## Problem:
Lines holding the string "Combes" in the listing below are to be copied.

## Dataset excerpts:
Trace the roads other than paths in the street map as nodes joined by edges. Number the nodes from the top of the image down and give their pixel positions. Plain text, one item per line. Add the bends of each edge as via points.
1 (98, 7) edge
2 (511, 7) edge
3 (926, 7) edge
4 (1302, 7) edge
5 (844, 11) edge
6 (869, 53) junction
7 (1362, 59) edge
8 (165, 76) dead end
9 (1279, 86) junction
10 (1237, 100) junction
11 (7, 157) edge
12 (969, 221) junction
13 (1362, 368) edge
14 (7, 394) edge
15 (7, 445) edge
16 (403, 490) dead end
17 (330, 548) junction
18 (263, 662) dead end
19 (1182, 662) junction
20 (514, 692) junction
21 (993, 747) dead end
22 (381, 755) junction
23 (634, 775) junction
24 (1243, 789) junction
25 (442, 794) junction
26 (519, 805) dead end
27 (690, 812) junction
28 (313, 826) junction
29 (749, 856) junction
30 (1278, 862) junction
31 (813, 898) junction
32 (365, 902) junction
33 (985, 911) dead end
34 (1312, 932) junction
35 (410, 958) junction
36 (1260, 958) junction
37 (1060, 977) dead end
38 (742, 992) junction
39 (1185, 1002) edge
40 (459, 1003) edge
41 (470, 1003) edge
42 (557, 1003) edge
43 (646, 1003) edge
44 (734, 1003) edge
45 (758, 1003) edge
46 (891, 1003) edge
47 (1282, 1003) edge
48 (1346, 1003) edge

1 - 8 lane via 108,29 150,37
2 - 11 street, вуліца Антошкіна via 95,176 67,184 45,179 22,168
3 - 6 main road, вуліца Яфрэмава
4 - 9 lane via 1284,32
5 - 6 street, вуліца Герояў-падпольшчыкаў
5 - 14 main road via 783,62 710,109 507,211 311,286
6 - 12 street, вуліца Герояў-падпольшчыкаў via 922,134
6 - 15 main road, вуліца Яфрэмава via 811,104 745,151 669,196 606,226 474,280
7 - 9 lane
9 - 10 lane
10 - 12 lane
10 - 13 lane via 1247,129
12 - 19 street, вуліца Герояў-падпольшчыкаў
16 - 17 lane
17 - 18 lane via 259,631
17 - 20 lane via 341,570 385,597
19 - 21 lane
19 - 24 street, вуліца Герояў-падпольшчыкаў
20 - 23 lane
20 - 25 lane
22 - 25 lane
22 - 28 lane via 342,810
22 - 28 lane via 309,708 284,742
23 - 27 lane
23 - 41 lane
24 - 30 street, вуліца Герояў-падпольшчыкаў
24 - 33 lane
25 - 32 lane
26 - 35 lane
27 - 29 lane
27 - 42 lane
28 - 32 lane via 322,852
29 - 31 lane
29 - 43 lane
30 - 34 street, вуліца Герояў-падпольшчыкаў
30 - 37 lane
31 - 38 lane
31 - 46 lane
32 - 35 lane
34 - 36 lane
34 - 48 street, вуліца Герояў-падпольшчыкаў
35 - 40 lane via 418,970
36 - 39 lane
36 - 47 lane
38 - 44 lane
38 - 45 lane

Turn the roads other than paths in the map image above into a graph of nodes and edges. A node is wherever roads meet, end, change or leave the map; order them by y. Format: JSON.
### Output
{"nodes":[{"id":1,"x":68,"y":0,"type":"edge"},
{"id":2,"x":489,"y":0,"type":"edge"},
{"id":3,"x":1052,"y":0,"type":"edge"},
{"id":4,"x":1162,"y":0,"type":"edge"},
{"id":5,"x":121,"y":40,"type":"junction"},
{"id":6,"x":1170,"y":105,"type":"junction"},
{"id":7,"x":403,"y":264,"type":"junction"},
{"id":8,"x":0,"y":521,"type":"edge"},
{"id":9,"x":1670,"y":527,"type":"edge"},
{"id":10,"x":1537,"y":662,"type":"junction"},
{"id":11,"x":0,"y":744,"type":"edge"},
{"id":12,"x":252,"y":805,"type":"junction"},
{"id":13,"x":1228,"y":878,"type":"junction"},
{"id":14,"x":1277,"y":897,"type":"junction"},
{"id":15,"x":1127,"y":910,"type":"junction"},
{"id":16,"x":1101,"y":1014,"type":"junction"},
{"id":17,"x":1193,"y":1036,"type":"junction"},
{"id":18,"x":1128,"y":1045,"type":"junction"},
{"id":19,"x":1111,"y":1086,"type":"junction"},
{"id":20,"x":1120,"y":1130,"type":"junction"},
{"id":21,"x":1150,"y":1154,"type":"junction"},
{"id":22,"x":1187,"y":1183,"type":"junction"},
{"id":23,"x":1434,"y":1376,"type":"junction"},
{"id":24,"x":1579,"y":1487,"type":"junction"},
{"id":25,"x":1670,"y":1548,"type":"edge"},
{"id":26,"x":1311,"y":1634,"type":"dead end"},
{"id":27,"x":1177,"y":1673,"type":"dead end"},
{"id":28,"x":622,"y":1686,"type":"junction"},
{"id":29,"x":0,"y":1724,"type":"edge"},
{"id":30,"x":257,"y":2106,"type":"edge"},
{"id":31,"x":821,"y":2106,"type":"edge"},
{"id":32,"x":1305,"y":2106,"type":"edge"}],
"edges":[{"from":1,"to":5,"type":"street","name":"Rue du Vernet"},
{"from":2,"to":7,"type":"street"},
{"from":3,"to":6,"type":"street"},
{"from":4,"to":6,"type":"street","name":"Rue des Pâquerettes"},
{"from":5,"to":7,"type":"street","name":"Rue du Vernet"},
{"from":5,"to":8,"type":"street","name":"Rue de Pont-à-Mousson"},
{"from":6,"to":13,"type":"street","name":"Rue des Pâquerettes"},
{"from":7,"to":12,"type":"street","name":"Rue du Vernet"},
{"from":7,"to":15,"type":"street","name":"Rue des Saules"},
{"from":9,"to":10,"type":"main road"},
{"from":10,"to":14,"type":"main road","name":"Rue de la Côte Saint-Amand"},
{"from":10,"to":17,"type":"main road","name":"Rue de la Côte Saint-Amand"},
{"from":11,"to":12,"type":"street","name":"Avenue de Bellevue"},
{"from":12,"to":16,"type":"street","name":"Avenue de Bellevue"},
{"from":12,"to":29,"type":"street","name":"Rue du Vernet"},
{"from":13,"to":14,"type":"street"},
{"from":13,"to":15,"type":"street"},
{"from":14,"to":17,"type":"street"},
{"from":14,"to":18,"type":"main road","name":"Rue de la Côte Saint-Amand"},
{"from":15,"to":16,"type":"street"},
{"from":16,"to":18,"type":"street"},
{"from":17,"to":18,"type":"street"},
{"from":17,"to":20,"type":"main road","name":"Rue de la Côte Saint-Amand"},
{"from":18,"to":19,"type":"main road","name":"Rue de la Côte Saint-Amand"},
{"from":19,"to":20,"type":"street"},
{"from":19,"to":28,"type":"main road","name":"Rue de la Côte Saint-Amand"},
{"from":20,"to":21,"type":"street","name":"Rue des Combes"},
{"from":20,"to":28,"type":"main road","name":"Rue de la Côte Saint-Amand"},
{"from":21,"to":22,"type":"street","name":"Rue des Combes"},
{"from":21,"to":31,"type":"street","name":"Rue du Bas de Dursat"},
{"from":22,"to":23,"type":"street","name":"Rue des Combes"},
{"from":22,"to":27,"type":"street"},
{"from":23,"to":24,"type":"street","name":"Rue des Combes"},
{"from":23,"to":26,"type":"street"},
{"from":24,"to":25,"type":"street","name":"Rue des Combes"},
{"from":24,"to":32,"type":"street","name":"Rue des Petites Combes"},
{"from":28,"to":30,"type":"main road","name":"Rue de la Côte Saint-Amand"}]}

## Result:
{"from":20,"to":21,"type":"street","name":"Rue des Combes"},
{"from":21,"to":22,"type":"street","name":"Rue des Combes"},
{"from":22,"to":23,"type":"street","name":"Rue des Combes"},
{"from":23,"to":24,"type":"street","name":"Rue des Combes"},
{"from":24,"to":25,"type":"street","name":"Rue des Combes"},
{"from":24,"to":32,"type":"street","name":"Rue des Petites Combes"},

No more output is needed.